**YOUR INSTRUCTIONS**
Your answer should be the lines below from the one holding "ctx.lineCap = dash ? 'butt' : 'round';" through the one holding "ctx.textBaseline = 'middle';", copied exactly and with nothing else.

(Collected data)
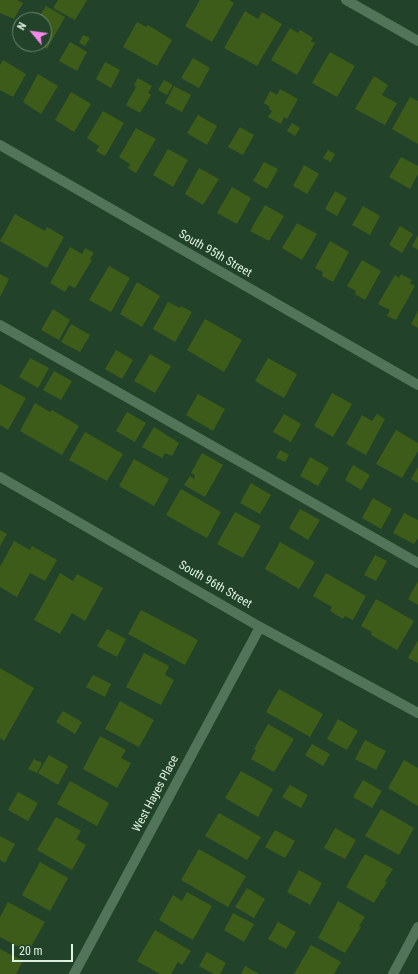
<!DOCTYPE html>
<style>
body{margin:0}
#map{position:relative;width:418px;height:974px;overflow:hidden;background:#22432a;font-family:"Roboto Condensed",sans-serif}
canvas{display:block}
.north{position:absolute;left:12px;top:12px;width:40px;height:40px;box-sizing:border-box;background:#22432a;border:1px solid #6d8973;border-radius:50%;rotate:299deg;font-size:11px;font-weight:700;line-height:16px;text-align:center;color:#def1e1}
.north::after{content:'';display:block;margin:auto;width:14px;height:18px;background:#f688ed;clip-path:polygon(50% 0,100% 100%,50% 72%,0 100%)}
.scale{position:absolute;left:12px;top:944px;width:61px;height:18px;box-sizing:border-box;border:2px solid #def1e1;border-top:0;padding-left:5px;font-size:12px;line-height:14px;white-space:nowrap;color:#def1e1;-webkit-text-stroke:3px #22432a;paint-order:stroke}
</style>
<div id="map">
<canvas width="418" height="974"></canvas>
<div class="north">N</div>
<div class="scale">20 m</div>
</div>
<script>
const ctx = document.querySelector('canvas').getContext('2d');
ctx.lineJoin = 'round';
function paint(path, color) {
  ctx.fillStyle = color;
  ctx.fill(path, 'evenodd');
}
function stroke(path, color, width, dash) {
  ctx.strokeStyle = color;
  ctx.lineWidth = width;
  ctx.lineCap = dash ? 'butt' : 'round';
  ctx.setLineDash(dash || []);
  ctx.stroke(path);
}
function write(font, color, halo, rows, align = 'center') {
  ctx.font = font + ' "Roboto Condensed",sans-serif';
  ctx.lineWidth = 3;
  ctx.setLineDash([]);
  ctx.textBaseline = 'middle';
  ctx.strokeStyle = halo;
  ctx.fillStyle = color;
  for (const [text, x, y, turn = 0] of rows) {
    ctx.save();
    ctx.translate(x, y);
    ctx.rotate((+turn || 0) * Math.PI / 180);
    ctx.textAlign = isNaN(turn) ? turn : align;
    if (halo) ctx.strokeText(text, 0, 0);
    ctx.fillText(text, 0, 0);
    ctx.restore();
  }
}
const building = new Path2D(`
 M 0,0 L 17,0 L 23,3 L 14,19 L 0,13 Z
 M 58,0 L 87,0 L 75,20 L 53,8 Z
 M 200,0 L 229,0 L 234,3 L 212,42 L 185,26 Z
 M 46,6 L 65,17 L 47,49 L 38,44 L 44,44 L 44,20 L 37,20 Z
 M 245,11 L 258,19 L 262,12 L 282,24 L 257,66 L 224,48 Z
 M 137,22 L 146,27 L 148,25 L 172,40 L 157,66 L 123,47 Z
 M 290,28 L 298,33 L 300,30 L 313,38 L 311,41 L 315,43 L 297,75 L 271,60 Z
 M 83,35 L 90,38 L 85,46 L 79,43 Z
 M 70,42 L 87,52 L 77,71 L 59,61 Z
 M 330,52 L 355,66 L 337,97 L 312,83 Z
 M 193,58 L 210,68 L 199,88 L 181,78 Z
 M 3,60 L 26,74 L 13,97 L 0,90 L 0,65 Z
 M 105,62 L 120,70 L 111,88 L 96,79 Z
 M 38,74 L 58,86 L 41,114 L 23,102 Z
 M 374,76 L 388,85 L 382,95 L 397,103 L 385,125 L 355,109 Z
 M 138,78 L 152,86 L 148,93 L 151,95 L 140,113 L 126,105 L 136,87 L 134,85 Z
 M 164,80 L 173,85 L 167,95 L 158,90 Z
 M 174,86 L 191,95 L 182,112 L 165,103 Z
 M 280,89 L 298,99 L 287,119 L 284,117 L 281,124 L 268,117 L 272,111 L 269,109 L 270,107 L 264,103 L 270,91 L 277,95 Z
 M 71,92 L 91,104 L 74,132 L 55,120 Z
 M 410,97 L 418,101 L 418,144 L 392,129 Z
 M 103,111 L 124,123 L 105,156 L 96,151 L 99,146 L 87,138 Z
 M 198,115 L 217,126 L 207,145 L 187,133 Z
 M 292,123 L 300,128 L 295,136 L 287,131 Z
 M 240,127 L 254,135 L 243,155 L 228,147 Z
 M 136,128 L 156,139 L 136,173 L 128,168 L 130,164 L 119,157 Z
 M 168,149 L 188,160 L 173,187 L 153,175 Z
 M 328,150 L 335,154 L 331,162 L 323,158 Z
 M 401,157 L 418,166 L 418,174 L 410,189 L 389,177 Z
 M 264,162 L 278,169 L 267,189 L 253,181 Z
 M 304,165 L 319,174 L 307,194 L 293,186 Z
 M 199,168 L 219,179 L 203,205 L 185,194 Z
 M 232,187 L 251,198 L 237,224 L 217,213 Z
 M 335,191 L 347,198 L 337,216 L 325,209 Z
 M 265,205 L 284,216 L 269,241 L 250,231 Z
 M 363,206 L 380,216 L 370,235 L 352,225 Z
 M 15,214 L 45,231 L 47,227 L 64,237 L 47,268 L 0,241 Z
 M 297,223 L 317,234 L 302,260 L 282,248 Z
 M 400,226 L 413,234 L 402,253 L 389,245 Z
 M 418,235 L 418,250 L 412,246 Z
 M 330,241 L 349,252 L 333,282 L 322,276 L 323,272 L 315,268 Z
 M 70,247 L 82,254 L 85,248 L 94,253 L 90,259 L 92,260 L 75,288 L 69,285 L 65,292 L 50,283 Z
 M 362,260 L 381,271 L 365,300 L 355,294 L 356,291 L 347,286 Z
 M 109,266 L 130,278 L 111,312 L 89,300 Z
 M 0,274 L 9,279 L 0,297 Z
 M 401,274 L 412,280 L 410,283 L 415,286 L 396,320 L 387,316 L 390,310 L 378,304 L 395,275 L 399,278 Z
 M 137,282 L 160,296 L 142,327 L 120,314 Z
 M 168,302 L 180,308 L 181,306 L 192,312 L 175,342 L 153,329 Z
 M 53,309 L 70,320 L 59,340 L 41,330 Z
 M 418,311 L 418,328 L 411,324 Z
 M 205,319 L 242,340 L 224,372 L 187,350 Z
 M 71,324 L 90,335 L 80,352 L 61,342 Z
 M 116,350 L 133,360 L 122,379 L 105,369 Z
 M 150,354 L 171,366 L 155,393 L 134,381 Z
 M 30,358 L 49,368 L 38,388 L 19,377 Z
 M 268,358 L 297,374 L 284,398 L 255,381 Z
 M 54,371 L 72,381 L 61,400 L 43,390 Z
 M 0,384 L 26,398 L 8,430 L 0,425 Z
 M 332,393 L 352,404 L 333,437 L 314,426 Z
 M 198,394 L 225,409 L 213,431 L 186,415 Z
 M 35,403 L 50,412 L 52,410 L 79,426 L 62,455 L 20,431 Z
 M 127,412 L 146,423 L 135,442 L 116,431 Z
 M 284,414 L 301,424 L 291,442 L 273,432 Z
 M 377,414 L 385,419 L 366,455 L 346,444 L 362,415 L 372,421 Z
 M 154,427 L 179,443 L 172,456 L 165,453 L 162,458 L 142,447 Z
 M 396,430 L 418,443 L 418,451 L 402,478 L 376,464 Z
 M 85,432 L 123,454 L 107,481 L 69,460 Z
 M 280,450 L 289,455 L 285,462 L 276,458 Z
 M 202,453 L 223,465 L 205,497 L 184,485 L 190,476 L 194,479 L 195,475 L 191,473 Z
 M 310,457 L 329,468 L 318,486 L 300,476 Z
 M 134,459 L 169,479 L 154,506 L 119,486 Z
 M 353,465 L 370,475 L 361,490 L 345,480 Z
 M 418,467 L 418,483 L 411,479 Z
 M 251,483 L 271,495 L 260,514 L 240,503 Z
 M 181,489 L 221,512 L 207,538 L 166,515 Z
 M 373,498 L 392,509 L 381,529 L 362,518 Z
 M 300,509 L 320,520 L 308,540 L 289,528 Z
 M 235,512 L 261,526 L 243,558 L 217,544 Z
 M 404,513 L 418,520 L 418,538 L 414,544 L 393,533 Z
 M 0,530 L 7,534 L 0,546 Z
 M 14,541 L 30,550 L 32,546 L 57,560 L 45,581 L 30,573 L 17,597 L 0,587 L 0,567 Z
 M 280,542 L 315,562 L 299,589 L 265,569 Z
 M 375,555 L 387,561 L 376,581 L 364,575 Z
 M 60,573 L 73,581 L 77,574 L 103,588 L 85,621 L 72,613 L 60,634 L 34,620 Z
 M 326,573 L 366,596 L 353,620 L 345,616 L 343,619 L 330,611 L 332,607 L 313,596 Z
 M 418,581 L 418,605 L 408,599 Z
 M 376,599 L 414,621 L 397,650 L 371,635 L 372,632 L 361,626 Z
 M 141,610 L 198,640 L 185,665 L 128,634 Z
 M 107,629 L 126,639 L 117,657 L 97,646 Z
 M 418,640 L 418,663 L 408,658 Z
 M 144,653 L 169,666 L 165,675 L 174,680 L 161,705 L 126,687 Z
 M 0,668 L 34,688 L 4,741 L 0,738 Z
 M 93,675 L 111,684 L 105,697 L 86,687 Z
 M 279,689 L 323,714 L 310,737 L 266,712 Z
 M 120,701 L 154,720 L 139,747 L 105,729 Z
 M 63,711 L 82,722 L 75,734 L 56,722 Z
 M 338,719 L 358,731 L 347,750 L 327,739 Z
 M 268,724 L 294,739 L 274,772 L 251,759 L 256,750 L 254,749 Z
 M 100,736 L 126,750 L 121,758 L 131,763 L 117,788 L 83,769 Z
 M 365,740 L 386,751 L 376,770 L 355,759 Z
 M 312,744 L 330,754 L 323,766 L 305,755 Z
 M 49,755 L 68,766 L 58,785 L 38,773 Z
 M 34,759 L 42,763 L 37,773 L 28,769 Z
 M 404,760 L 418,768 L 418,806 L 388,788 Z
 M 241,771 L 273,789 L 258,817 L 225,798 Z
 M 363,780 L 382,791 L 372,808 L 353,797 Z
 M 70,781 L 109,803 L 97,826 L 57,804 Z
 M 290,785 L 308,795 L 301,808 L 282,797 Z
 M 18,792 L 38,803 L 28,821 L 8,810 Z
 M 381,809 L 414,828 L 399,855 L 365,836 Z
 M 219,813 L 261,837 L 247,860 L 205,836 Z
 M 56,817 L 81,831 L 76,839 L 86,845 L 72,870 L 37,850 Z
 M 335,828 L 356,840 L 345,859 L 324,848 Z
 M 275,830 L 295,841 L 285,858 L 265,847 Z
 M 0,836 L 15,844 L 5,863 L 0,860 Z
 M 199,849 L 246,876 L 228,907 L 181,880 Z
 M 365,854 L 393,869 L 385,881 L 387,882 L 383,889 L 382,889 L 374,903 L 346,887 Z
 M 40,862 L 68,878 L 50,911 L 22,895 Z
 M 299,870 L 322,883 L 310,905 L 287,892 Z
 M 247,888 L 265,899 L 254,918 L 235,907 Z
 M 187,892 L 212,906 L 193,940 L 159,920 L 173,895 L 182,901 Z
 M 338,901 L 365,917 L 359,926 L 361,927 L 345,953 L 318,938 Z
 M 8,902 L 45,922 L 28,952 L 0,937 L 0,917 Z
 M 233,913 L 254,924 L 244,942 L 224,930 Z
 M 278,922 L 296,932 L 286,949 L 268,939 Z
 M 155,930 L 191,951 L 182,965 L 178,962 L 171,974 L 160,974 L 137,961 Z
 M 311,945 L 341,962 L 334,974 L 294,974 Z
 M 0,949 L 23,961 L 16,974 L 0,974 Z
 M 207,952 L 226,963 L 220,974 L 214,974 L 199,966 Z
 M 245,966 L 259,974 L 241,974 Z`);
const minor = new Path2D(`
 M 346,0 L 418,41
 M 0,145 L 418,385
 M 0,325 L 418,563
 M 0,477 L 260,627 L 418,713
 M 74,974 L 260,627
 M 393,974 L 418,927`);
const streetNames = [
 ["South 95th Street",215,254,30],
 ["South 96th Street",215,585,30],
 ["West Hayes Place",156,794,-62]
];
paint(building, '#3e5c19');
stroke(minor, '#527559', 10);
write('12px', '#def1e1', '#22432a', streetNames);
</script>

**ANSWER SECTION**
  ctx.lineCap = dash ? 'butt' : 'round';
  ctx.setLineDash(dash || []);
  ctx.stroke(path);
}
function write(font, color, halo, rows, align = 'center') {
  ctx.font = font + ' "Roboto Condensed",sans-serif';
  ctx.lineWidth = 3;
  ctx.setLineDash([]);
  ctx.textBaseline = 'middle';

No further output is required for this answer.